# DATA:

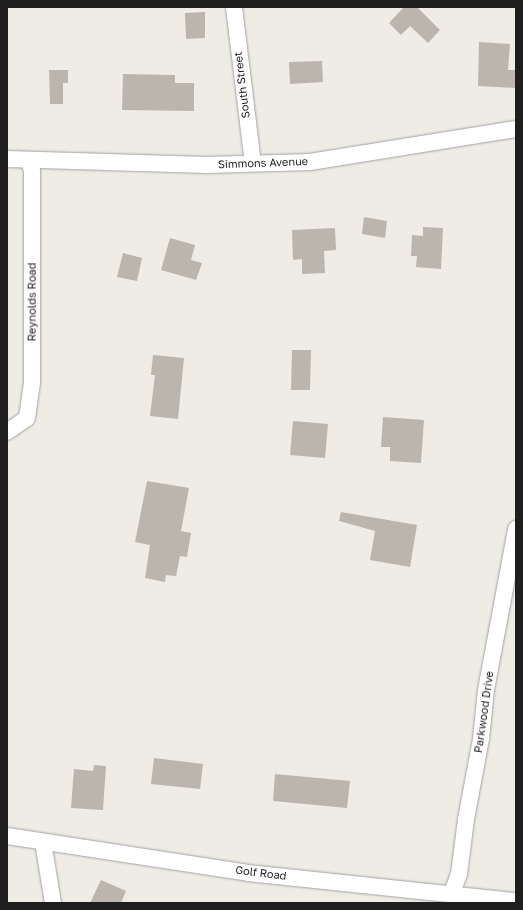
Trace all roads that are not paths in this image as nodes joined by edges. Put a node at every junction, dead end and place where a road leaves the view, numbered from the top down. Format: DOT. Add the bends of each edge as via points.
graph roads {
  1 [pos="234,7"];
  2 [pos="516,129"];
  3 [pos="7,159"];
  4 [pos="29,162"];
  5 [pos="253,163"];
  6 [pos="7,432"];
  7 [pos="516,529"];
  8 [pos="7,836"];
  9 [pos="43,842"];
  10 [pos="452,893"];
  11 [pos="516,901"];
  12 [pos="53,903"];
  1 -- 5 [label="street, South Street"];
  2 -- 5 [label="street, Simmons Avenue" via="337,159"];
  3 -- 4 [label="street, Simmons Avenue"];
  4 -- 5 [label="street, Simmons Avenue" via="207,165"];
  4 -- 6 [label="street, Reynolds Road" via="32,170 32,383 27,418"];
  7 -- 10 [label="street, Parkwood Drive" via="486,690 481,739 459,874"];
  8 -- 9 [label="street, Golf Road"];
  9 -- 10 [label="street, Golf Road" via="248,872"];
  9 -- 12 [label="street"];
  10 -- 11 [label="street, Golf Road"];
}
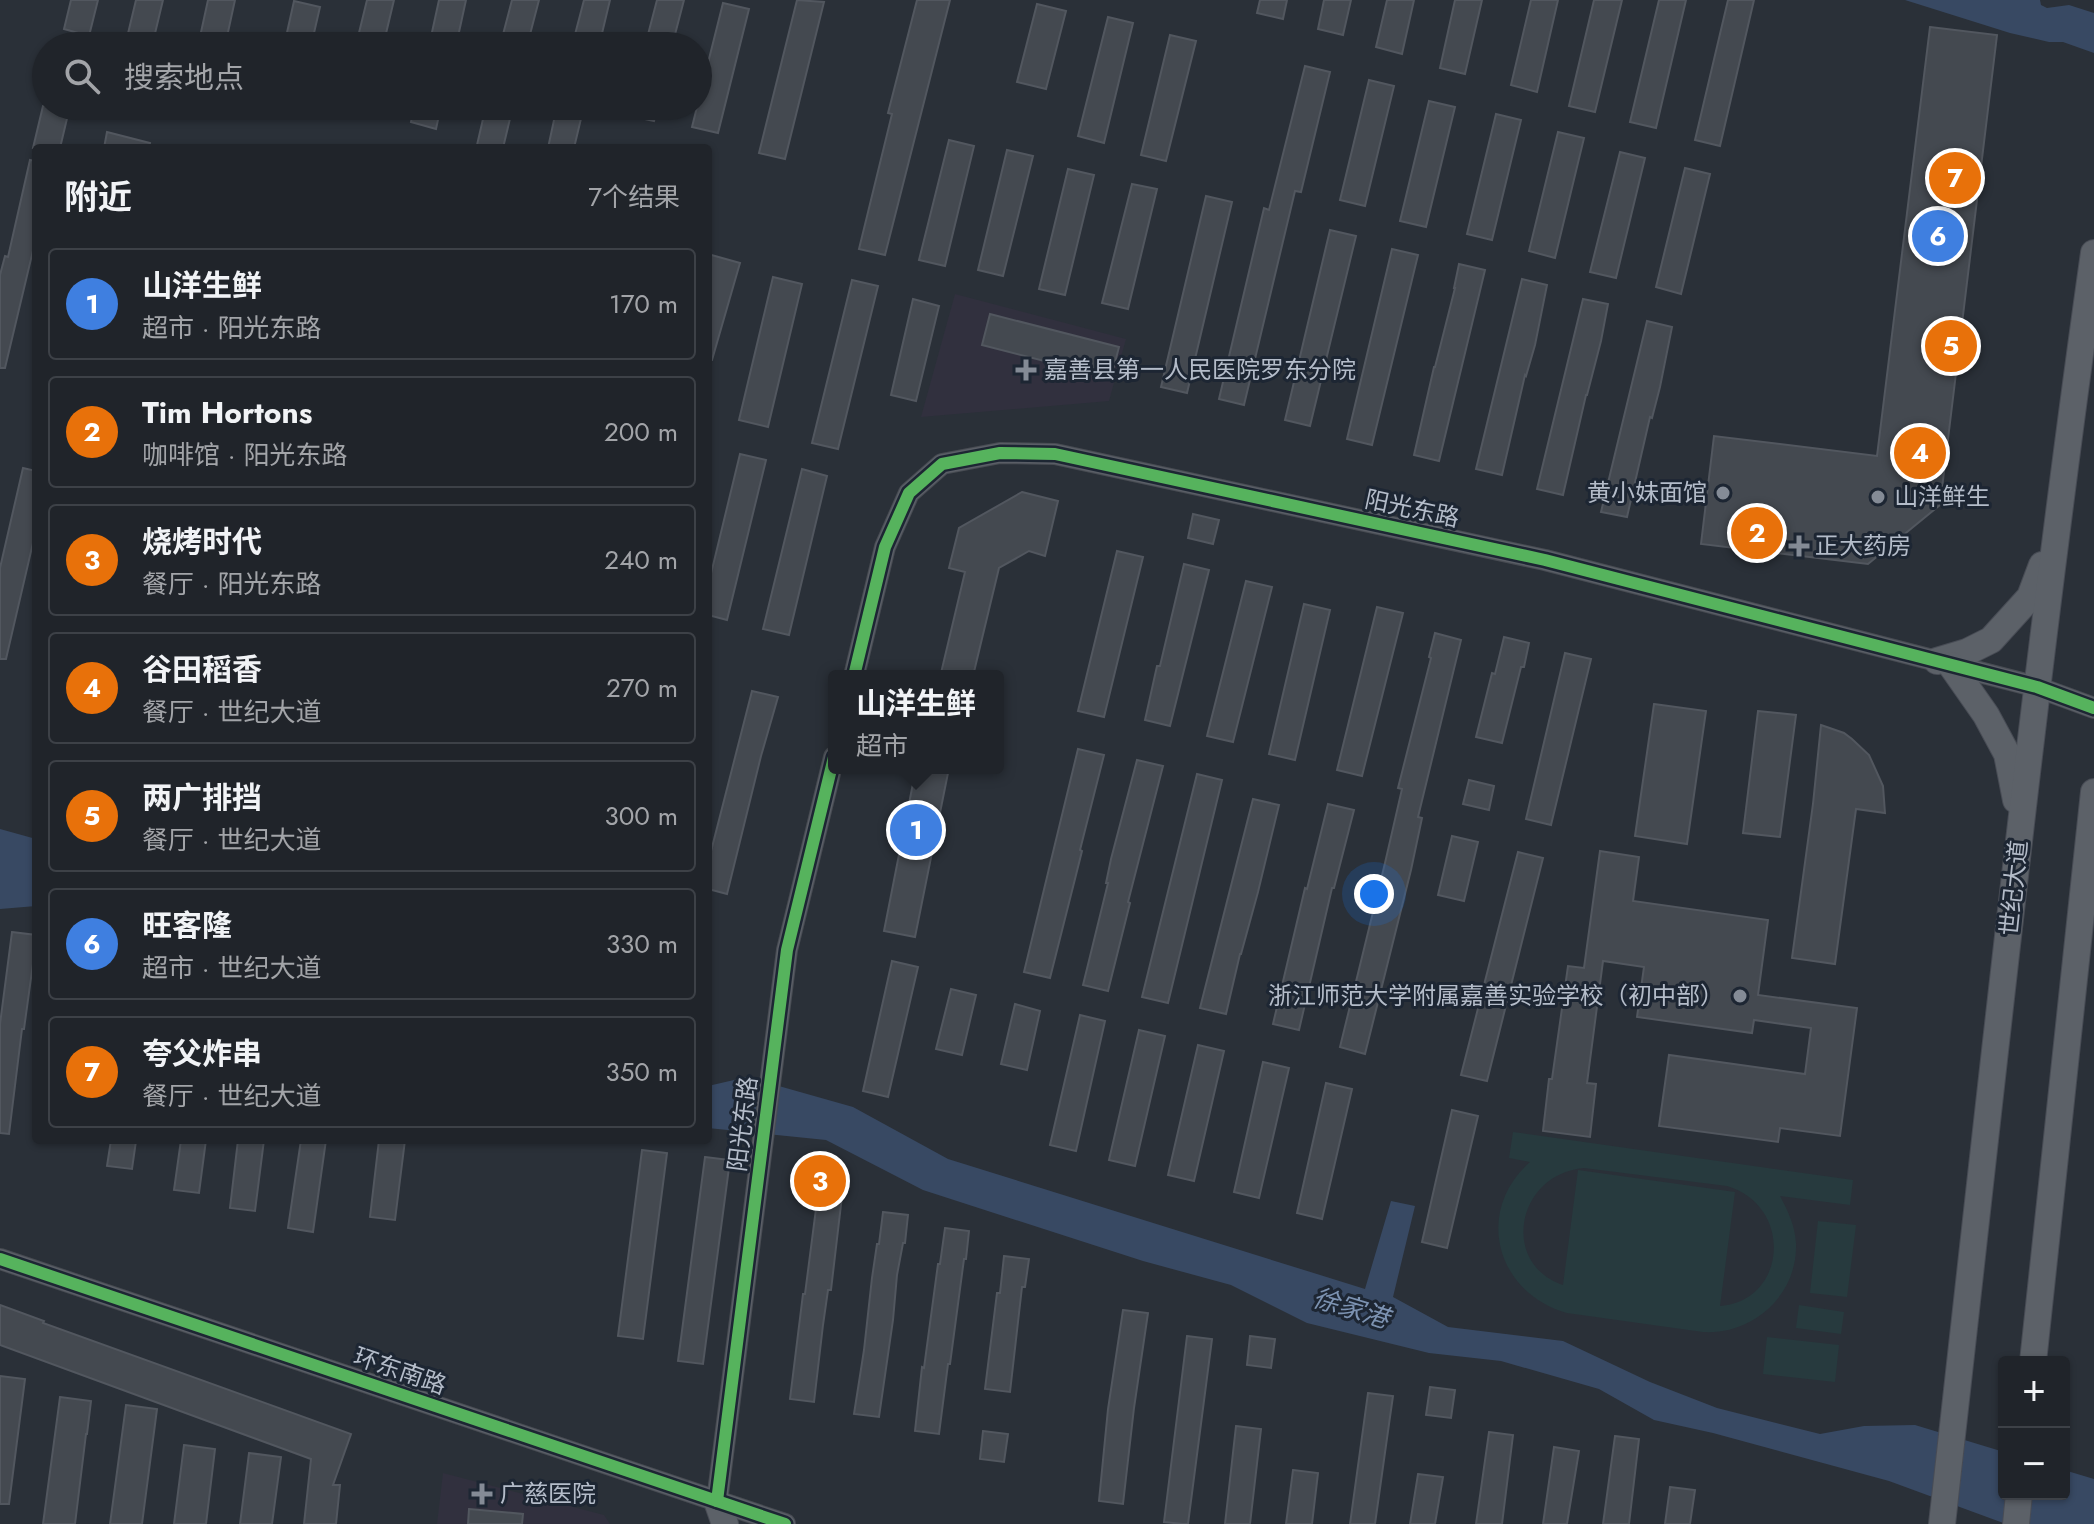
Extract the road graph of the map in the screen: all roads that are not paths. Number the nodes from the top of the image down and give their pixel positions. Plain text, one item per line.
1 (2094, 253) edge
2 (2070, 422) junction
3 (1944, 663) junction
4 (855, 670) edge
5 (2037, 687) junction
6 (2094, 708) edge
7 (830, 774) edge
8 (2094, 792) edge
9 (2021, 828) junction
10 (2094, 966) edge
11 (2071, 1005) junction
12 (0, 1259) edge
13 (2034, 1356) edge
14 (2018, 1500) edge
15 (718, 1516) edge
16 (785, 1524) edge
17 (1942, 1524) edge
18 (2016, 1524) edge

1 - 2 main road, 世纪大道
2 - 3 main road
2 - 5 main road, 世纪大道
3 - 4 street, 阳光东路
3 - 5 street, 阳光东路
3 - 9 main road
5 - 6 street, 阳光东路
5 - 9 main road, 世纪大道
7 - 15 street, 阳光东路
8 - 11 main road
9 - 17 main road, 世纪大道
10 - 11 main road
11 - 13 main road
12 - 15 street, 环东南路
14 - 18 main road
15 - 16 street, 环东南路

# WORK INSTRUCTION:
The records above should be repeated exactly, with every picture omitted.

# RESPONSE BELOW:
Trace all roads that are not paths in this image as nodes joined by edges. Put a node at every junction, dead end and place where a road leaves the view, numbered from the top down. Format: DOT. Add the bends of each edge as via points.
graph roads {
  1 [pos="234,7"];
  2 [pos="516,129"];
  3 [pos="7,159"];
  4 [pos="29,162"];
  5 [pos="253,163"];
  6 [pos="7,432"];
  7 [pos="516,529"];
  8 [pos="7,836"];
  9 [pos="43,842"];
  10 [pos="452,893"];
  11 [pos="516,901"];
  12 [pos="53,903"];
  1 -- 5 [label="street, South Street"];
  2 -- 5 [label="street, Simmons Avenue" via="337,159"];
  3 -- 4 [label="street, Simmons Avenue"];
  4 -- 5 [label="street, Simmons Avenue" via="207,165"];
  4 -- 6 [label="street, Reynolds Road" via="32,170 32,383 27,418"];
  7 -- 10 [label="street, Parkwood Drive" via="486,690 481,739 459,874"];
  8 -- 9 [label="street, Golf Road"];
  9 -- 10 [label="street, Golf Road" via="248,872"];
  9 -- 12 [label="street"];
  10 -- 11 [label="street, Golf Road"];
}
Extract the road graph of the map in the screen: all roads that are not paths. Number the nodes from the top of the image down and give their pixel positions. Plain text, one item per line.
1 (2094, 253) edge
2 (2070, 422) junction
3 (1944, 663) junction
4 (855, 670) edge
5 (2037, 687) junction
6 (2094, 708) edge
7 (830, 774) edge
8 (2094, 792) edge
9 (2021, 828) junction
10 (2094, 966) edge
11 (2071, 1005) junction
12 (0, 1259) edge
13 (2034, 1356) edge
14 (2018, 1500) edge
15 (718, 1516) edge
16 (785, 1524) edge
17 (1942, 1524) edge
18 (2016, 1524) edge

1 - 2 main road, 世纪大道
2 - 3 main road
2 - 5 main road, 世纪大道
3 - 4 street, 阳光东路
3 - 5 street, 阳光东路
3 - 9 main road
5 - 6 street, 阳光东路
5 - 9 main road, 世纪大道
7 - 15 street, 阳光东路
8 - 11 main road
9 - 17 main road, 世纪大道
10 - 11 main road
11 - 13 main road
12 - 15 street, 环东南路
14 - 18 main road
15 - 16 street, 环东南路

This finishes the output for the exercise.